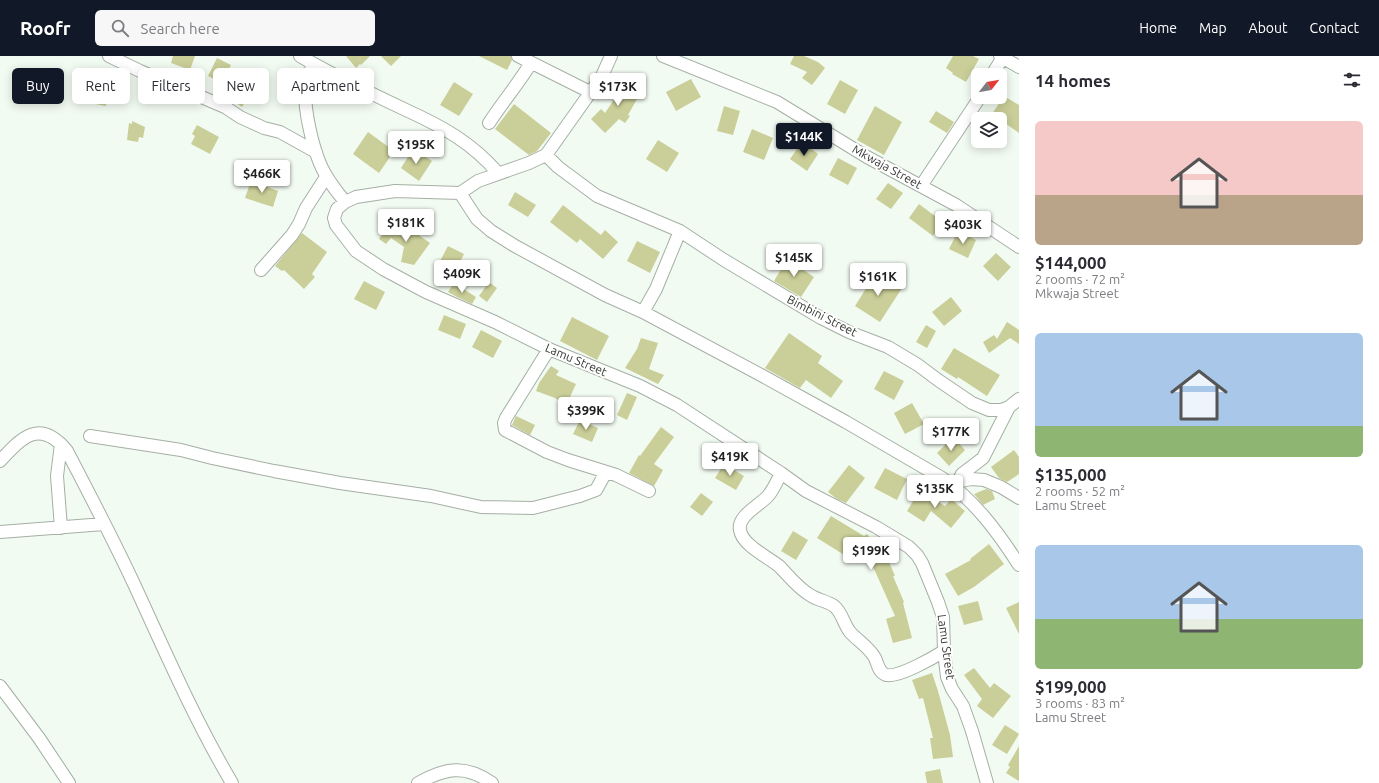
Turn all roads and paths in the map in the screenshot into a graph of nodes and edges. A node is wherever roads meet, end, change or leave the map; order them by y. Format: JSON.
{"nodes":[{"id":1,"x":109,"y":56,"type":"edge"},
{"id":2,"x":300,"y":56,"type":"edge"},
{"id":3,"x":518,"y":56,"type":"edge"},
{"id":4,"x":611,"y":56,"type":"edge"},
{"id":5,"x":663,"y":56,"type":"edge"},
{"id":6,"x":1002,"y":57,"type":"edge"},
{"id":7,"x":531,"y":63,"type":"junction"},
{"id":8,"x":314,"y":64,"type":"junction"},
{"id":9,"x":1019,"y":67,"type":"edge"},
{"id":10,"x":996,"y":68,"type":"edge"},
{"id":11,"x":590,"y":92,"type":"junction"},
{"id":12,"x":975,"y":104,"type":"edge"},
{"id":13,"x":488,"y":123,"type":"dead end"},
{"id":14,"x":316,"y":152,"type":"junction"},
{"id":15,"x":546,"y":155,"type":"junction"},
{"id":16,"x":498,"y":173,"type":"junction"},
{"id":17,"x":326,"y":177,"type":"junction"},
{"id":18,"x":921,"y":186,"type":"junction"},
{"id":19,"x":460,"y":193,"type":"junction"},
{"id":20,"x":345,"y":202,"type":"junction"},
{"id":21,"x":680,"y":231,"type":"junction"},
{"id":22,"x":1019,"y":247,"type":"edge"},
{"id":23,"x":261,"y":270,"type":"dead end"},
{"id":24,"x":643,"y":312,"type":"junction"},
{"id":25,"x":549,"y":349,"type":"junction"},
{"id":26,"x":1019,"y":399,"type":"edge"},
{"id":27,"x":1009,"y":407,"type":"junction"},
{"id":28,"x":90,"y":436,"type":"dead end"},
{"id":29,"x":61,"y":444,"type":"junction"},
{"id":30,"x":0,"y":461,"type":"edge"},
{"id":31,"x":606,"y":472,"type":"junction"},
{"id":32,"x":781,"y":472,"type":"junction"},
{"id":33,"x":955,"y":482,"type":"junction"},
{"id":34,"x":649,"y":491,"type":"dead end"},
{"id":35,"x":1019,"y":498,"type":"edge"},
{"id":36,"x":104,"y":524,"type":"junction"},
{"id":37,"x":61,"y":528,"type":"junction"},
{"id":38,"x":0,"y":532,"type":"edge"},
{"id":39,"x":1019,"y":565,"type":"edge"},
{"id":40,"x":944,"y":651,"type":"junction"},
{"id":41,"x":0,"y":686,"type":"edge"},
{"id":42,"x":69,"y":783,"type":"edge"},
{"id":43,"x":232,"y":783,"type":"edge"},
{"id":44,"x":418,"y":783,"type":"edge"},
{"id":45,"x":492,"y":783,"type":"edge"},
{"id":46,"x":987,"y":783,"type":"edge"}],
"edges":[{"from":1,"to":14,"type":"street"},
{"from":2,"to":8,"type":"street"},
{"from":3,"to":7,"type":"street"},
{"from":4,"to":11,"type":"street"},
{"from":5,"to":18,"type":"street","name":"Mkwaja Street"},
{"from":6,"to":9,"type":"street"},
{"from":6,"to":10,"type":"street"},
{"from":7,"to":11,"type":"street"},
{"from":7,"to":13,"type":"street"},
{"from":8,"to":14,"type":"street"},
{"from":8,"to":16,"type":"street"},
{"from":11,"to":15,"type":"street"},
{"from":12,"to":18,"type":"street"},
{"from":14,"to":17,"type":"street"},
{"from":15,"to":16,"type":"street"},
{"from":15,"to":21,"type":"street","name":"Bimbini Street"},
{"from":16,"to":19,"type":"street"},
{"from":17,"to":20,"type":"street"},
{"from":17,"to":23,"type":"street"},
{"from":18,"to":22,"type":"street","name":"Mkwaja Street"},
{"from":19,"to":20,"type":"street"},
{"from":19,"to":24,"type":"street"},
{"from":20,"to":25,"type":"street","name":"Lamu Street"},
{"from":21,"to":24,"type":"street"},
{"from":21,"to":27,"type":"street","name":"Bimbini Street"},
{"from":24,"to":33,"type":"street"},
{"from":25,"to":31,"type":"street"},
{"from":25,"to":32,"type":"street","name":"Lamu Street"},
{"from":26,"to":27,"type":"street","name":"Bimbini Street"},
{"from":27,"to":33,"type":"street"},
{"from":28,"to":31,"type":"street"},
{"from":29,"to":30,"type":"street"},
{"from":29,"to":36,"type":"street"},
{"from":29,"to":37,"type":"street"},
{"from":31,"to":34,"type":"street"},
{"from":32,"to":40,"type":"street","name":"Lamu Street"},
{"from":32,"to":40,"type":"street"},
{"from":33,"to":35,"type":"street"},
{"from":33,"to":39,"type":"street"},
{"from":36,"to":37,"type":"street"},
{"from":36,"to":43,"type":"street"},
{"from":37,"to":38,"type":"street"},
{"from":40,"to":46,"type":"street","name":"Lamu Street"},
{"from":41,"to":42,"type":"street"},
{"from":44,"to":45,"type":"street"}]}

#### YOUR INSTRUCTIONS
The string "Lamu" appears on some lines of the data; count those lines and report only how many there are.

#### TASK ANSWER
4